#### The task
Print each entry again exactly as written, and keep the pictures out.

[[ Data shown open ]]

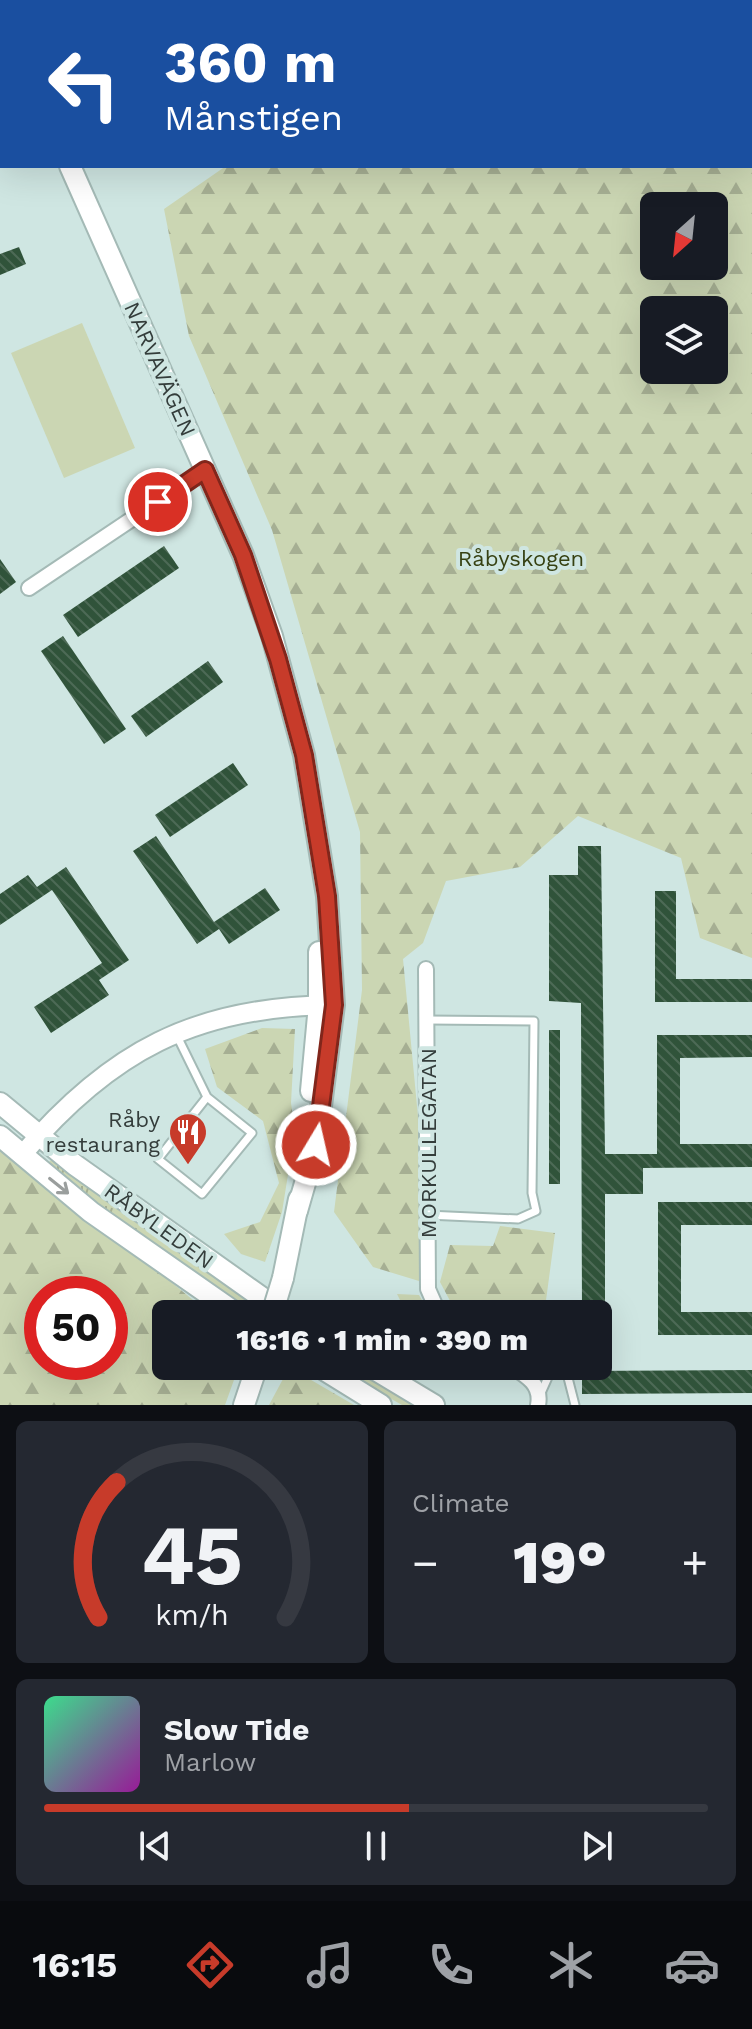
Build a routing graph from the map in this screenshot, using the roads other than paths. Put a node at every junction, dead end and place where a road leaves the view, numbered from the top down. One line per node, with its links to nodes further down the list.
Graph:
1 (71, 168): 2 (main road, NARVAVÄGEN)
2 (205, 470): 3 (street); 5 (main road, NARVAVÄGEN)
3 (29, 588)
4 (426, 969): 6 (street, MORKULLEGATAN)
5 (326, 1005): 7 (street); 16 (main road, NARVAVÄGEN, bridge)
6 (428, 1020): 13 (street, MORKULLEGATAN); 13 (lane)
7 (175, 1032): 8 (lane); 10 (street)
8 (207, 1097): 8 (lane)
9 (0, 1103): 10 (main road, RÅBYLEDEN)
10 (40, 1134): 12 (street); 15 (main road, RÅBYLEDEN)
11 (0, 1136): 12 (main road, RÅBYLEDEN)
12 (22, 1155): 14 (main road, RÅBYLEDEN, one-way to 14)
13 (427, 1215): 17 (street, MORKULLEGATAN)
14 (217, 1300)
15 (265, 1300)
16 (276, 1300)
17 (433, 1300)
18 (252, 1380): 25 (main road)
19 (341, 1380): 26 (main road)
20 (392, 1380): 27 (main road)
21 (530, 1380): 24 (street)
22 (548, 1380): 24 (lane)
23 (569, 1380): 28 (lane)
24 (539, 1399)
25 (244, 1405)
26 (381, 1405)
27 (434, 1405)
28 (575, 1405)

[[ Data shown closed ]]

#### Task result
Build a routing graph from the map in this screenshot, using the roads other than paths. Put a node at every junction, dead end and place where a road leaves the view, numbered from the top down. One line per node, with its links to nodes further down the list.
Graph:
1 (71, 168): 2 (main road, NARVAVÄGEN)
2 (205, 470): 3 (street); 5 (main road, NARVAVÄGEN)
3 (29, 588)
4 (426, 969): 6 (street, MORKULLEGATAN)
5 (326, 1005): 7 (street); 16 (main road, NARVAVÄGEN, bridge)
6 (428, 1020): 13 (street, MORKULLEGATAN); 13 (lane)
7 (175, 1032): 8 (lane); 10 (street)
8 (207, 1097): 8 (lane)
9 (0, 1103): 10 (main road, RÅBYLEDEN)
10 (40, 1134): 12 (street); 15 (main road, RÅBYLEDEN)
11 (0, 1136): 12 (main road, RÅBYLEDEN)
12 (22, 1155): 14 (main road, RÅBYLEDEN, one-way to 14)
13 (427, 1215): 17 (street, MORKULLEGATAN)
14 (217, 1300)
15 (265, 1300)
16 (276, 1300)
17 (433, 1300)
18 (252, 1380): 25 (main road)
19 (341, 1380): 26 (main road)
20 (392, 1380): 27 (main road)
21 (530, 1380): 24 (street)
22 (548, 1380): 24 (lane)
23 (569, 1380): 28 (lane)
24 (539, 1399)
25 (244, 1405)
26 (381, 1405)
27 (434, 1405)
28 (575, 1405)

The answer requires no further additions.